Tailings would be pumped to a nearby mined-out pit and reclaimed water would be used as process water.
Hydro power would be available during the summer months from the Menihek power station and an electrical transmission line could be re-established from a nearby substation to feed the installations. Diesel generating sets could be used to supply additional power. Exhaust from the generators could be used to pre-heat air to the dryer and generate steam for filtering at the project.
The products from the process plant would be stored in silos. It is expected that every two days, a 240-car train would be loaded through a rapid loading system.
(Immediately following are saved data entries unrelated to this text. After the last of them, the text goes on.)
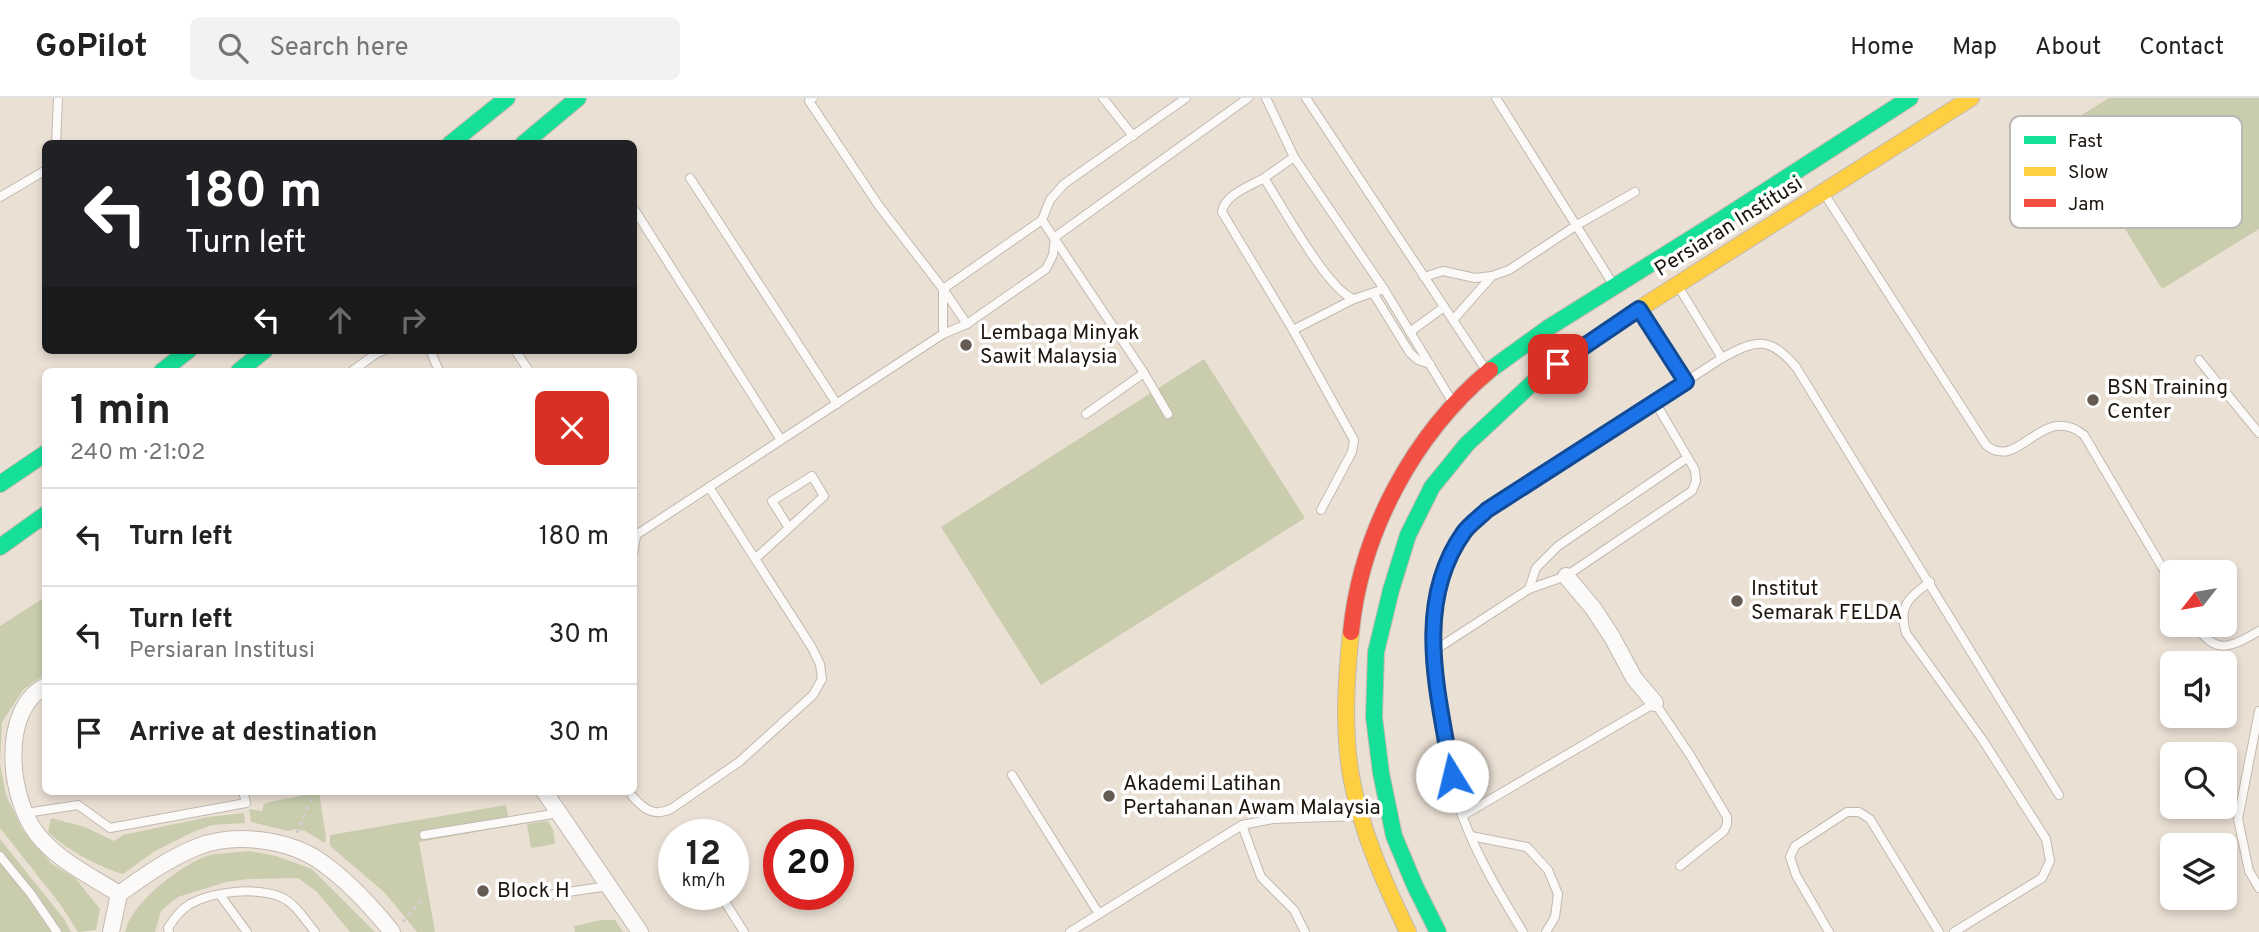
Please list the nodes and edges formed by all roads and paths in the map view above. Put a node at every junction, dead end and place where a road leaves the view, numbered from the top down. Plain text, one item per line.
1 (58, 98) edge
2 (507, 98) edge
3 (578, 98) edge
4 (1103, 98) edge
5 (1186, 98) edge
6 (1248, 98) edge
7 (1266, 98) edge
8 (1306, 98) edge
9 (1496, 98) edge
10 (1971, 98) edge
11 (810, 99) edge
12 (1903, 104) edge
13 (1133, 136) junction
14 (56, 140) edge
15 (455, 140) edge
16 (528, 140) edge
17 (1294, 157) junction
18 (42, 172) edge
19 (690, 178) dead end
20 (1264, 178) junction
21 (1635, 192) dead end
22 (1824, 192) junction
23 (0, 197) edge
24 (637, 214) edge
25 (1042, 220) junction
26 (1577, 225) junction
27 (1055, 237) junction
28 (1492, 276) junction
29 (1424, 277) junction
30 (1614, 286) junction
31 (1678, 286) junction
32 (943, 289) junction
33 (1384, 289) junction
34 (1373, 293) junction
35 (1354, 299) junction
36 (1444, 307) junction
37 (1639, 309) junction
38 (1452, 320) junction
39 (967, 324) junction
40 (1293, 330) junction
41 (1410, 332) junction
42 (943, 334) junction
43 (184, 354) edge
44 (260, 354) edge
45 (376, 354) edge
46 (1722, 358) junction
47 (2199, 360) dead end
48 (1430, 364) junction
49 (166, 368) edge
50 (243, 368) edge
51 (356, 368) edge
52 (1487, 372) junction
53 (1144, 373) junction
54 (1686, 382) junction
55 (1655, 402) junction
56 (837, 404) junction
57 (1454, 404) junction
58 (1086, 414) dead end
59 (1168, 414) dead end
60 (2259, 433) edge
61 (781, 440) junction
62 (42, 456) edge
63 (1687, 458) junction
64 (0, 485) edge
65 (709, 487) junction
66 (1321, 510) dead end
67 (42, 517) edge
68 (789, 528) junction
69 (637, 532) edge
70 (0, 547) edge
71 (755, 559) junction
72 (2160, 564) edge
73 (1566, 576) junction
74 (1930, 582) junction
75 (1529, 589) junction
76 (2259, 631) edge
77 (2207, 637) edge
78 (1432, 652) junction
79 (42, 688) edge
80 (1655, 703) junction
81 (2259, 711) edge
82 (1012, 775) dead end
83 (244, 795) edge
84 (312, 795) edge
85 (547, 795) edge
86 (2059, 795) dead end
87 (632, 796) dead end
88 (26, 813) junction
89 (559, 813) junction
90 (1360, 816) junction
91 (1462, 816) junction
92 (1242, 825) junction
93 (424, 835) dead end
94 (1471, 836) junction
95 (291, 848) junction
96 (0, 856) edge
97 (1680, 866) dead end
98 (609, 886) junction
99 (2259, 888) edge
100 (119, 894) junction
101 (554, 894) dead end
102 (220, 895) junction
103 (425, 897) dead end
104 (730, 910) edge
105 (1099, 914) junction
106 (397, 928) edge
107 (57, 932) edge
108 (111, 932) edge
109 (169, 932) edge
110 (247, 932) edge
111 (315, 932) edge
112 (640, 932) edge
113 (744, 932) edge
114 (1070, 932) edge
115 (1305, 932) edge
116 (1408, 932) edge
117 (1438, 932) edge
118 (1523, 932) edge
119 (1546, 932) edge
120 (1829, 932) edge
121 (1939, 932) edge
122 (1954, 932) edge

1 - 14 lane
2 - 15 main road
3 - 16 main road
4 - 13 lane
5 - 13 lane
6 - 27 lane
7 - 17 lane
8 - 29 lane
9 - 26 lane
10 - 22 main road, Persiaran Institusi
11 - 32 lane
12 - 30 main road, Persiaran Institusi
13 - 25 lane
17 - 20 lane
17 - 33 lane
18 - 23 lane
19 - 56 lane
20 - 35 lane
20 - 40 lane
21 - 26 lane
22 - 31 main road, Persiaran Institusi
22 - 72 lane
24 - 61 lane
25 - 27 lane
25 - 32 lane
26 - 28 lane
26 - 30 lane
27 - 39 lane
27 - 53 lane
28 - 29 lane
28 - 38 lane
29 - 36 lane
30 - 52 main road, Persiaran Institusi
31 - 37 main road, Persiaran Institusi
31 - 46 lane
32 - 39 lane
32 - 42 lane
33 - 34 lane
33 - 41 lane
34 - 35 lane
34 - 48 lane
35 - 40 lane
36 - 38 lane
36 - 41 lane
37 - 54 lane
37 - 117 main road, Persiaran Institusi
38 - 52 lane
39 - 42 lane
40 - 66 lane
41 - 48 lane
42 - 56 lane
43 - 49 main road
44 - 50 main road
45 - 51 lane
46 - 54 lane
46 - 74 lane
47 - 60 lane
48 - 57 lane
52 - 57 main road, Persiaran Institusi
53 - 58 lane
53 - 59 lane
54 - 55 lane
55 - 63 lane
55 - 78 lane
56 - 61 lane
57 - 90 main road, Persiaran Institusi
61 - 65 lane
62 - 64 main road
63 - 73 lane
63 - 75 lane
65 - 69 lane
65 - 71 lane
67 - 70 main road
68 - 68 lane
68 - 71 lane
71 - 87 lane
73 - 75 lane
73 - 80 street
74 - 86 lane
74 - 122 lane
75 - 78 lane
76 - 77 lane
78 - 91 lane
79 - 88 street
80 - 91 lane
80 - 97 lane
81 - 99 lane
82 - 105 lane
83 - 88 lane
84 - 95 path
85 - 89 street
88 - 100 street
89 - 93 lane
89 - 98 street
90 - 92 lane
90 - 116 main road, Persiaran Institusi
91 - 94 lane
92 - 105 lane
92 - 115 lane
94 - 118 lane
94 - 119 lane
95 - 100 street
95 - 106 street
96 - 107 lane
98 - 101 lane
98 - 112 street
100 - 108 street
102 - 109 lane
102 - 110 lane
102 - 111 lane
103 - 106 path
104 - 113 lane
105 - 114 lane
120 - 121 lane

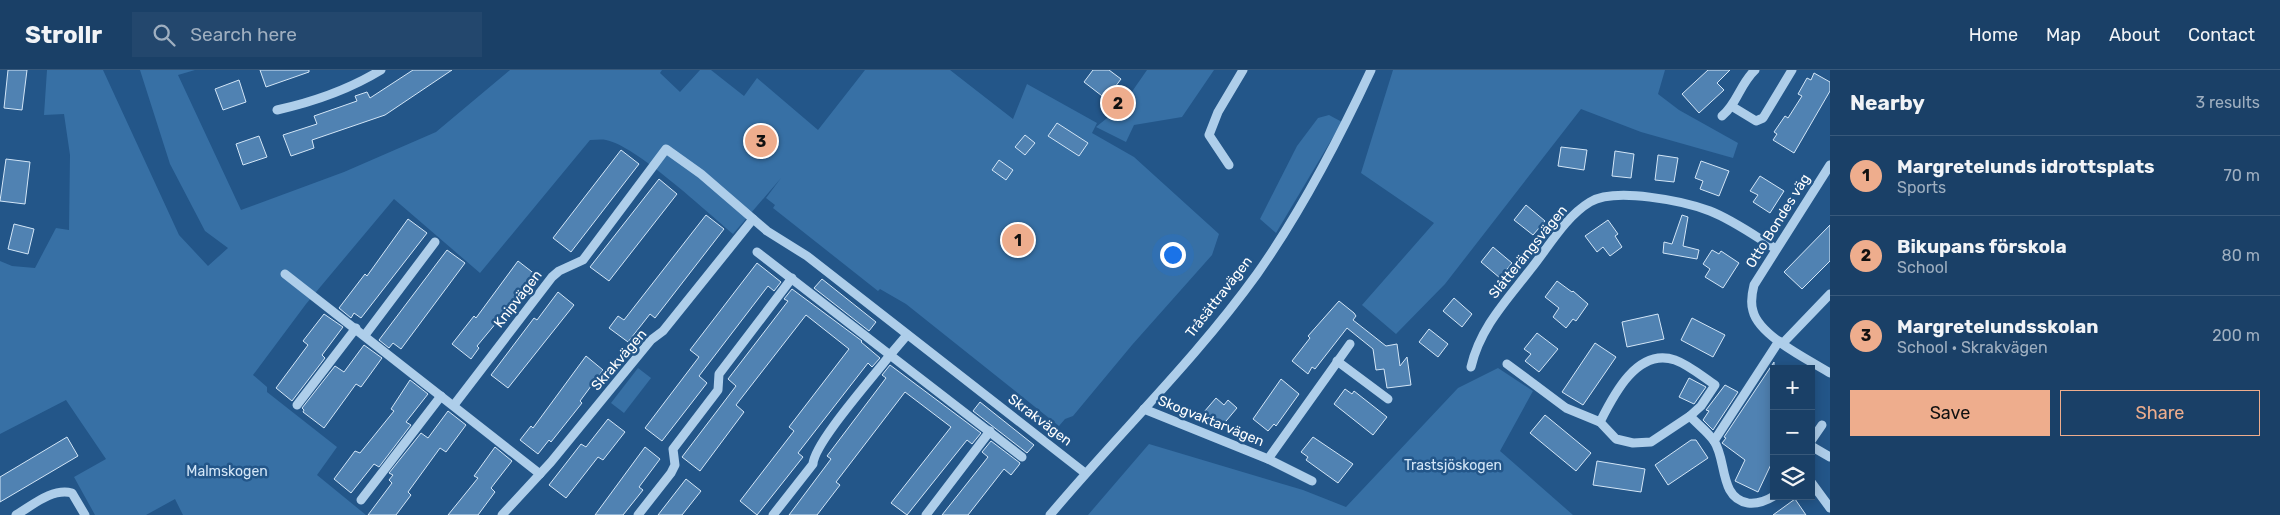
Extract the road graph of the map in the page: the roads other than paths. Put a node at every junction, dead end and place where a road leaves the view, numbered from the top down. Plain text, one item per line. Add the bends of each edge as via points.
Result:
1 (381, 70) edge
2 (1243, 70) edge
3 (1371, 70) edge
4 (1755, 70) edge
5 (1792, 70) edge
6 (1734, 107) junction
7 (277, 110) dead end
8 (1722, 116) dead end
9 (666, 149) joint
10 (1229, 164) dead end
11 (1830, 165) edge
12 (753, 218) junction
13 (435, 242) dead end
14 (1776, 249) junction
15 (757, 252) dead end
16 (285, 274) dead end
17 (792, 278) junction
18 (1830, 294) edge
19 (356, 328) junction
20 (907, 334) junction
21 (365, 335) junction
22 (1781, 342) junction
23 (1350, 344) dead end
24 (890, 355) junction
25 (1337, 361) junction
26 (1507, 364) dead end
27 (1471, 367) dead end
28 (1830, 373) edge
29 (441, 396) junction
30 (1388, 399) dead end
31 (297, 405) dead end
32 (454, 405) junction
33 (1144, 409) junction
34 (1690, 416) junction
35 (1600, 422) junction
36 (1822, 425) dead end
37 (990, 431) junction
38 (1815, 435) edge
39 (1714, 441) junction
40 (1815, 448) edge
41 (1022, 457) dead end
42 (1830, 457) edge
43 (1268, 459) junction
44 (1085, 473) junction
45 (540, 474) junction
46 (1312, 481) dead end
47 (1815, 487) edge
48 (1770, 498) edge
49 (360, 500) dead end
50 (1830, 508) edge
51 (506, 514) edge
52 (16, 515) edge
53 (85, 515) edge
54 (638, 515) edge
55 (774, 515) edge
56 (926, 515) edge
57 (1050, 515) edge

1 - 7 street via 305,104
2 - 10 street via 1218,112 1209,135
3 - 33 street, Tråsättravägen via 1330,156 1294,218 1210,333
4 - 6 street via 1736,96
5 - 6 street via 1763,118 1756,120
6 - 8 street
9 - 12 street, Skrakvägen
9 - 32 street, Knipvägen via 583,260 552,278
11 - 14 street, Otto Bondes väg
12 - 20 street, Skrakvägen
12 - 45 street, Skrakvägen via 663,332 651,340
13 - 21 street
14 - 22 street, Otto Bondes väg via 1754,285 1751,298 1759,323
14 - 27 street, Slåtterängsvägen via 1711,211 1683,202 1632,196 1590,202 1568,221 1494,315 1474,352
15 - 17 street
16 - 19 street
17 - 24 street
17 - 54 street via 719,374 718,390 673,449 675,465 671,473
18 - 22 street
19 - 21 street
19 - 31 street
20 - 24 street
20 - 44 street, Skrakvägen
21 - 29 street
22 - 28 street, Otto Bondes väg
22 - 39 street
23 - 25 street, Skogvaktarvägen
24 - 37 street
24 - 55 street via 814,455 813,464
25 - 30 street
25 - 43 street, Skogvaktarvägen
26 - 35 street via 1566,408
29 - 32 street
29 - 49 street
32 - 45 street
33 - 43 street, Skogvaktarvägen
33 - 44 street, Tråsättravägen
34 - 35 street via 1650,442 1633,444 1616,439
34 - 35 street via 1715,385 1674,360 1656,360 1640,366 1625,378
34 - 39 street
36 - 38 street
37 - 41 street
37 - 56 street
39 - 48 street via 1726,481 1736,497 1751,503
40 - 42 street
43 - 46 street, Skogvaktarvägen
44 - 57 street, Tråsättravägen
45 - 51 street, Skrakvägen
47 - 50 street
52 - 53 street via 56,492 64,491 72,493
New Millennium would need to build a 35-km haul road to transport the ore to the Timmins area for processing. DSO ore trains would be hauled to the Pointe-Noire terminal at Sept-les, where a car dumper would be built and the products stockpiled.
The existing dock owned by the Sept-les Port Authority would be used to load vessels.
At the end of 2009, New Millennium submitted an environmental impact statement for Area 3 to the government of Newfoundland and Labrador. The company expects to receive approval by May 2010.
New Millennium is bullish on a recovery in steel demand and believes that iron ore prices will recover from their fall from their peak of US$200 per tonne (CIF basis) in March 2008 to below US$70 per tonne (CIF) in November 2008.
By the end of 2009, the spot price had reached US$130-US$135 (CIF) per tonne.
At presstime, New Millennium was trading at $1.03 per share. Over the last year, the company had a trading range of 27¢-$1.17 per share. It has 132.1 million shares outstanding.